> [SUPPLIED INFORMATION]:
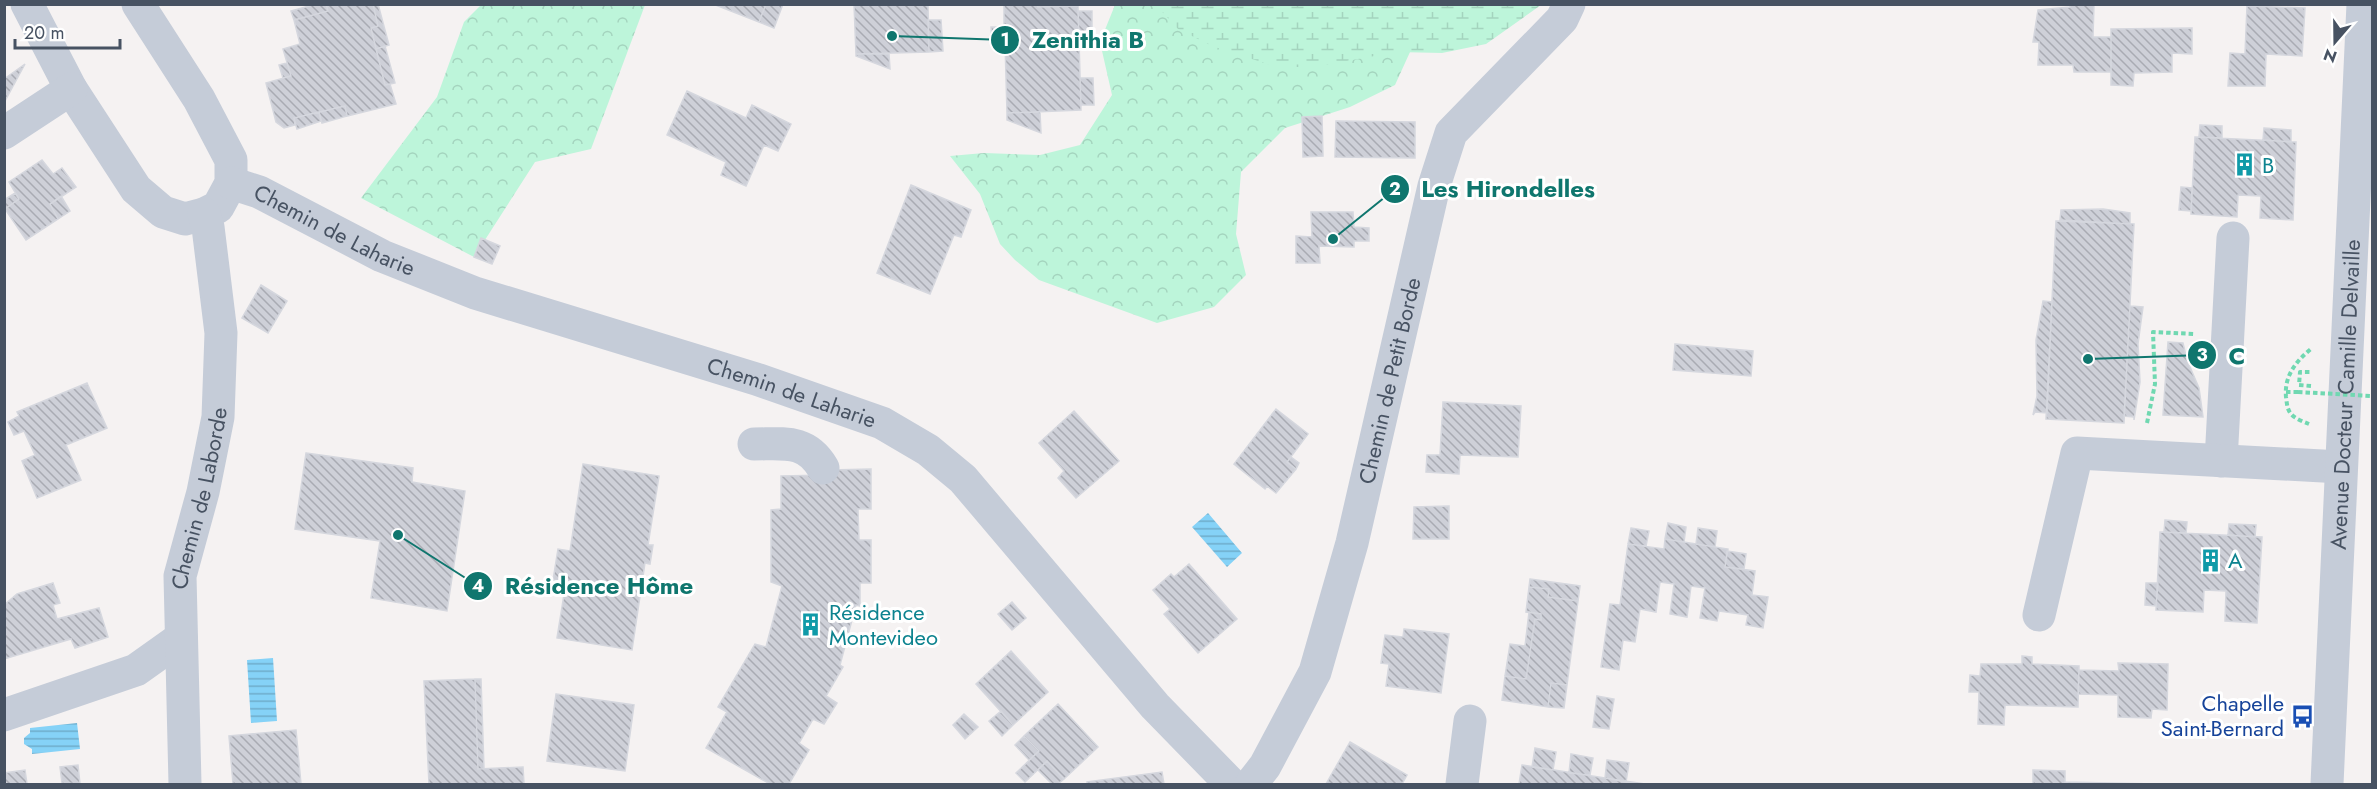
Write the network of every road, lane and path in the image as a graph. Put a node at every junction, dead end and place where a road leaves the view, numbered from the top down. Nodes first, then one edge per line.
1 (27, 4) edge
2 (138, 4) edge
3 (1569, 4) edge
4 (2363, 4) edge
5 (71, 89) junction
6 (4, 133) edge
7 (231, 183) junction
8 (204, 214) junction
9 (2233, 238) dead end
10 (2228, 336) junction
11 (2317, 344) dead end
12 (2312, 372) dead end
13 (2311, 385) dead end
14 (2286, 392) junction
15 (2373, 396) edge
16 (2318, 427) dead end
17 (754, 444) dead end
18 (2136, 456) junction
19 (2221, 461) junction
20 (2341, 467) junction
21 (823, 468) dead end
22 (2040, 615) dead end
23 (181, 638) junction
24 (4, 715) edge
25 (1470, 721) dead end
26 (185, 784) edge
27 (1231, 784) edge
28 (1251, 784) edge
29 (1462, 784) edge
30 (2327, 784) edge

1 - 5 street
2 - 7 street
3 - 28 street, Chemin de Petit Borde
4 - 20 street, Avenue Docteur Camille Delvaille
5 - 6 street
5 - 8 street
7 - 8 street
7 - 27 street, Chemin de Laharie
8 - 23 street, Chemin de Laborde
9 - 10 street
10 - 18 path
10 - 19 street
11 - 14 path
12 - 13 path
14 - 15 path, bridge
14 - 16 path
17 - 21 street
18 - 19 street
18 - 22 street
19 - 20 street
20 - 30 street, Avenue Docteur Camille Delvaille
23 - 24 street
23 - 26 street, Chemin de Laborde
25 - 29 street

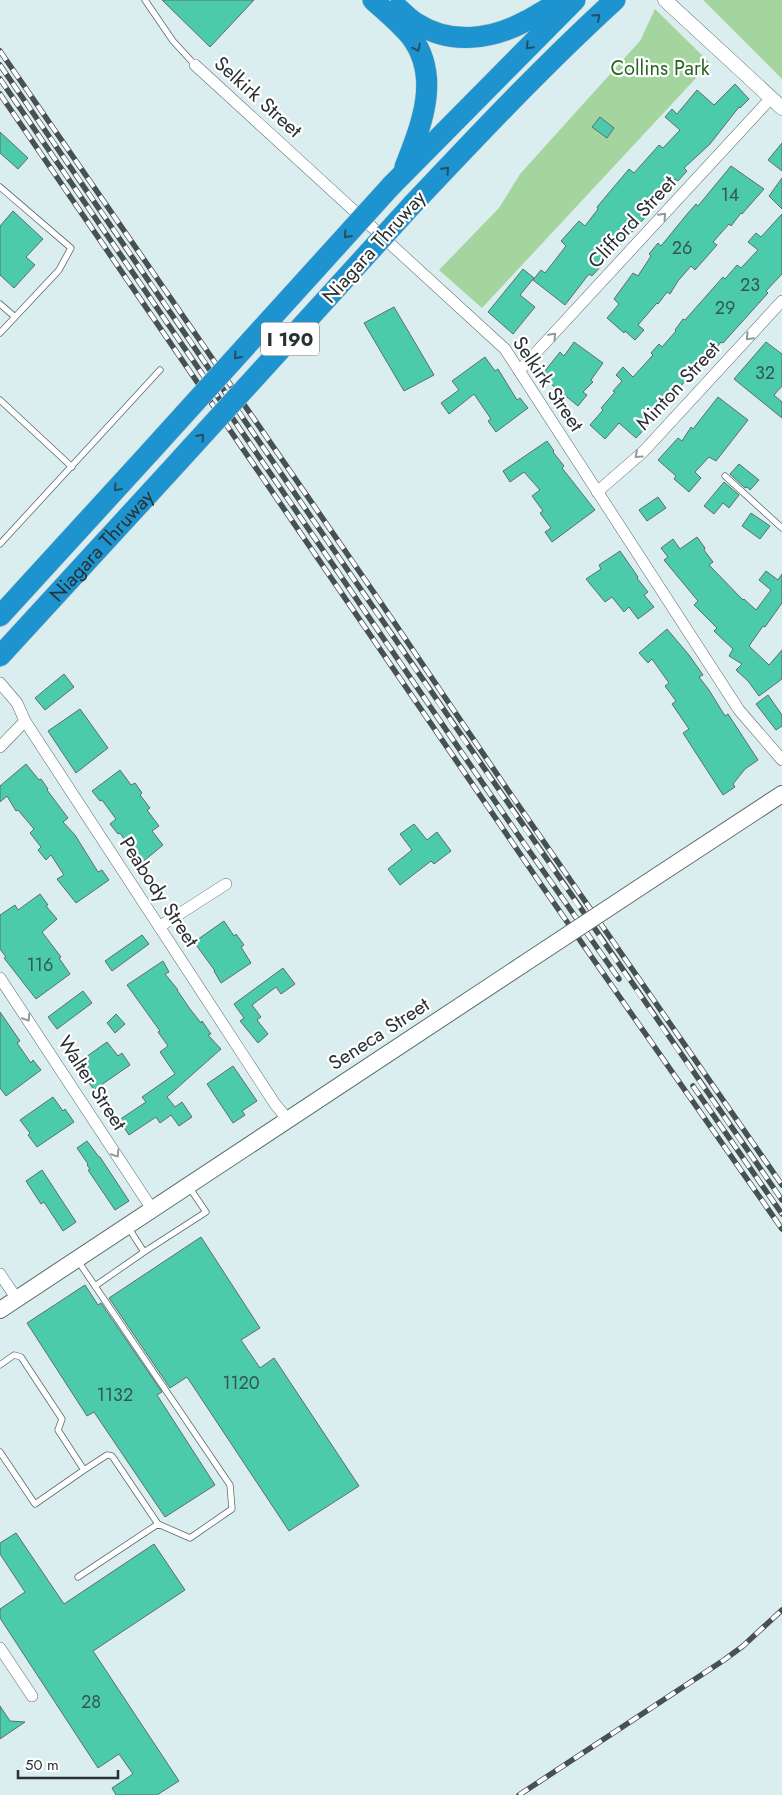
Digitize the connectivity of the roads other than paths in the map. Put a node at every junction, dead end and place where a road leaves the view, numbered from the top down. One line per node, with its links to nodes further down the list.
1 (145, 0): 7 (lane)
2 (373, 0): 10 (highway, one-way to 10)
3 (390, 0): 6 (highway)
4 (615, 0): 25 (highway, Niagara Thruway / I 190, one-way to 4, bridge)
5 (665, 0): 8 (street)
6 (565, 4): 10 (highway, Niagara Thruway / I 190, one-way to 10)
7 (195, 65): 17 (street, Selkirk Street)
8 (771, 98): 9 (street); 17 (street, Clifford Street, one-way to 8)
9 (782, 108)
10 (396, 181): 24 (highway, Niagara Thruway / I 190, one-way to 24, bridge)
11 (0, 187): 14 (lane)
12 (782, 301): 21 (street, Minton Street, one-way to 21)
13 (0, 304): 14 (lane)
14 (15, 317): 15 (lane)
15 (0, 333)
16 (160, 370): 19 (lane)
17 (520, 371): 21 (street, Selkirk Street)
18 (0, 400): 19 (lane)
19 (72, 467): 23 (lane)
20 (725, 476): 22 (lane)
21 (598, 492): 29 (street, Selkirk Street)
22 (781, 526)
23 (0, 544)
24 (0, 616)
25 (0, 656)
26 (0, 683): 27 (street, Peabody Street)
27 (25, 721): 28 (street); 32 (street, Peabody Street)
28 (0, 747)
29 (782, 761)
30 (782, 794): 34 (main road, Seneca Street, bridge)
31 (226, 884): 32 (street)
32 (160, 927): 34 (street, Peabody Street)
33 (0, 978): 36 (street, Walter Street, one-way to 36)
34 (288, 1120): 35 (main road, Seneca Street)
35 (188, 1185): 36 (main road, Seneca Street); 38 (lane)
36 (152, 1209): 37 (main road, Seneca Street)
37 (127, 1226): 38 (lane); 39 (main road, Seneca Street)
38 (144, 1252): 41 (lane)
39 (77, 1259): 41 (lane); 42 (main road, Seneca Street)
40 (0, 1274): 42 (street)
41 (95, 1286): 47 (lane)
42 (17, 1299): 43 (main road, Seneca Street)
43 (0, 1310)
44 (0, 1365): 46 (lane)
45 (0, 1452): 46 (lane)
46 (84, 1470): 47 (lane)
47 (158, 1524): 48 (lane)
48 (78, 1577)
49 (0, 1648): 50 (street)
50 (32, 1696)

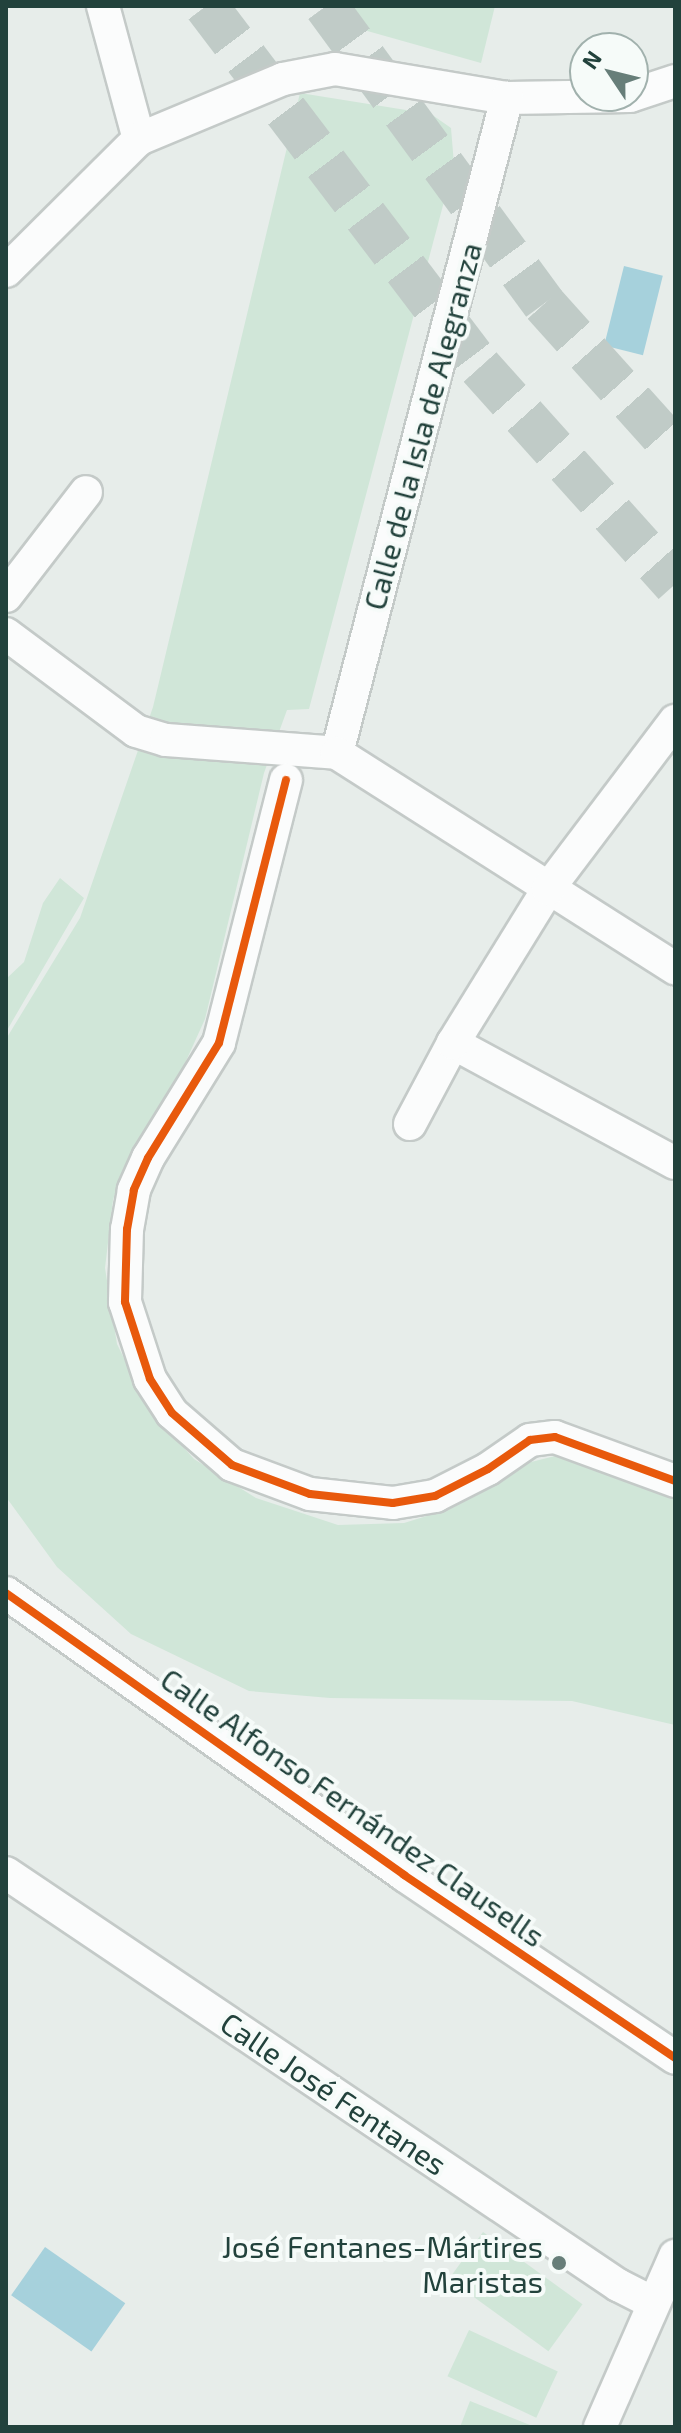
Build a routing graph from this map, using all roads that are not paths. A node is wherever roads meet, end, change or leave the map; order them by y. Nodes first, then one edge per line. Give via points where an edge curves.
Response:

> [WORK ORDER]:
Find the line that contains "Build a routing". Repeat it and every line after it, exactly as written, up to and including the last line of the records above.

> [RESULT FOR THIS EXERCISE]:
Build a routing graph from this map, using all roads that are not paths. A node is wherever roads meet, end, change or leave the map; order them by y. Nodes first, then one edge per line. Give via points where an edge curves.
Response:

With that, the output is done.